About the Story "Nucleon"

David D. Levine
David D. Levine, winner of the
James White Award 2001
The genesis of this story came at "Yesterday's Tomorrows: Past Visions of the American Future," a traveling exhibition put on by the Smithsonian Institution. The exhibition and I met in Eugene, Oregon in 1984, where I'd gone on a field trip with the Portland science fiction club. One of the objects on display was a model of the Ford Nucleon, a 1958 design for a nuclear-powered car (see the attached photo, from the exhibition catalog) which was, fortunately for us all, never produced.

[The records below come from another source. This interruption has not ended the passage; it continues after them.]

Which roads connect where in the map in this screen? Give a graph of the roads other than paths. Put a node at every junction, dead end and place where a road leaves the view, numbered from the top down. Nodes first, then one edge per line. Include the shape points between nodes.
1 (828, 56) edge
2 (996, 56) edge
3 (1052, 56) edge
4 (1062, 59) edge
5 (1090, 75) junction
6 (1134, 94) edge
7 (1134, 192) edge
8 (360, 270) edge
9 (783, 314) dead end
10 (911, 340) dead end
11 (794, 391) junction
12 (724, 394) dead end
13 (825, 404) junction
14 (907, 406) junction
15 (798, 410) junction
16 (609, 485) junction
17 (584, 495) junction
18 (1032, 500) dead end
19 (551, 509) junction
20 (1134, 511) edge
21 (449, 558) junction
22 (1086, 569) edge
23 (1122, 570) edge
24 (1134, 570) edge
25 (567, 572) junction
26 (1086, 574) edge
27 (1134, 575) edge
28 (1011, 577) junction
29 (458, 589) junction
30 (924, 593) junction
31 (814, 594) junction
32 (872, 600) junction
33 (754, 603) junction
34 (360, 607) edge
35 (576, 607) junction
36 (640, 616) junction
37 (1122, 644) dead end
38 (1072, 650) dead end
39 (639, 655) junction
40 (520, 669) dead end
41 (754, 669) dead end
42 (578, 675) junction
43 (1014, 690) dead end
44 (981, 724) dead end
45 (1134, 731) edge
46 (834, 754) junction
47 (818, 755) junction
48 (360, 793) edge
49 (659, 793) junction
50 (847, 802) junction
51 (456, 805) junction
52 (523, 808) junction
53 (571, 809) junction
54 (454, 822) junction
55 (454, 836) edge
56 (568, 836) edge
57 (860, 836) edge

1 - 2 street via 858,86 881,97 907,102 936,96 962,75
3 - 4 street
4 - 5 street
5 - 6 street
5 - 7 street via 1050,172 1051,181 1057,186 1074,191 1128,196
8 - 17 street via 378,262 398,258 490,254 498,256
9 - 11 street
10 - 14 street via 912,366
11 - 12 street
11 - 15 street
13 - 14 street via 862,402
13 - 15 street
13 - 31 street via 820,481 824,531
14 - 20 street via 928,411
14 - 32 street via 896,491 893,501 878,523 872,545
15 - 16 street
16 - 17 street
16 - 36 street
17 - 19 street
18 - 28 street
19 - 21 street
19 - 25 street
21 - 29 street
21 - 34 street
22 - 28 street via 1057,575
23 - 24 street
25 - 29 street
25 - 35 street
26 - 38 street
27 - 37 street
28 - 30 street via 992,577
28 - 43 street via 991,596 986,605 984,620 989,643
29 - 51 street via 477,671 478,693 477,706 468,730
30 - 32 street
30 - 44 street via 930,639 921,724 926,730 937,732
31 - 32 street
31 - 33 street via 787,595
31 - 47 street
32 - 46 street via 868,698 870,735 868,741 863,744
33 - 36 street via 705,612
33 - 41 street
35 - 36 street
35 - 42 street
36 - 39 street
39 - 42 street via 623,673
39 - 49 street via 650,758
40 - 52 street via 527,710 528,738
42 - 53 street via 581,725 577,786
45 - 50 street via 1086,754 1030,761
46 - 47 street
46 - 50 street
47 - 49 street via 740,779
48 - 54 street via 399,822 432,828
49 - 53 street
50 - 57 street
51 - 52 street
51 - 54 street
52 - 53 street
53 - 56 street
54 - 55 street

I've always felt a great nostalgia for futures that didn't pan out. I collect old World's Fair program books, and I carry my lunch to work every day in a Tom Corbett Space Cadet lunchbox. The preposterous, overweening, yet somehow inevitable idea of a nuclear car just lodged in my brain and wouldn't let go. The hubris! The lack of attention to unintended consequences! The innocence!

I began to wonder what kind of alternate universe might actually have put such a car into production. What other things might have happened in that universe? How might that universe, and others like it, intersect with this one? And what kind of person might find himself at that intersection point?

I finally sat down and wrote this idea into a story in January of 2000. Despite the science-fictional premise, the story turned out a gentle fantasy, a variation on the well-known "mystery shop" trope. I have often had my hard science fiction ideas turn into fantasy, horror, or ghost stories when they hit the page... I don't know why.

I workshopped the story at the Potlatch science fiction convention, where everyone (including guest pro Vonda McIntyre) had nice things to say about it, then set it aside while I attended Clarion West that summer. After Clarion I edited it, making the characters' trust in each other grow more slowly, exploring the emotional impact on the main character, making the fantastic element more mysterious and unexplained, and shortening the anticlimax. I workshopped it again, and everyone raved about it.

Car
Fellow beginning writers please note: this beloved (and eventually award-winning) story was rejected by the first six markets I sent it to. I have other stories that have been rejected more than twenty times. Never give up hope, don't let the rejections get under your skin, and keep writing and submitting until you sell.

The future belongs to the persistent.

 

About David D. Levine

David D. Levine with James White
David D. Levine and James White at
the Los Angeles Worldcon in 1996
David D. Levine is a long-time science fiction reader and fan who is astonished to discover that he is suddenly a science fiction writer as well. He attended Clarion West last year, made his first sale in March of this year, won Second Place in the Writers of the Future contest in July, and has sold three more stories since then. Look for him in Bones of the World edited by Bruce Holland Rogers (available now) and Apprentice Fantastic edited by Martin H. Greenberg and Russell Davis (coming in 2002).

David lives with his wife Kate Yule in Portland, Oregon, where he holds various software jobs, co-edits the fanzine Bento, and serves as household sysadmin and cat substitute. His web page is at http://www.spiritone.com/~dlevine/.

He was co-host of Opening Ceremonies at the Los Angeles Worldcon in 1996, at which James White was Guest of Honor. He is particularly honored by this award because James White has always been one of his favorite writers.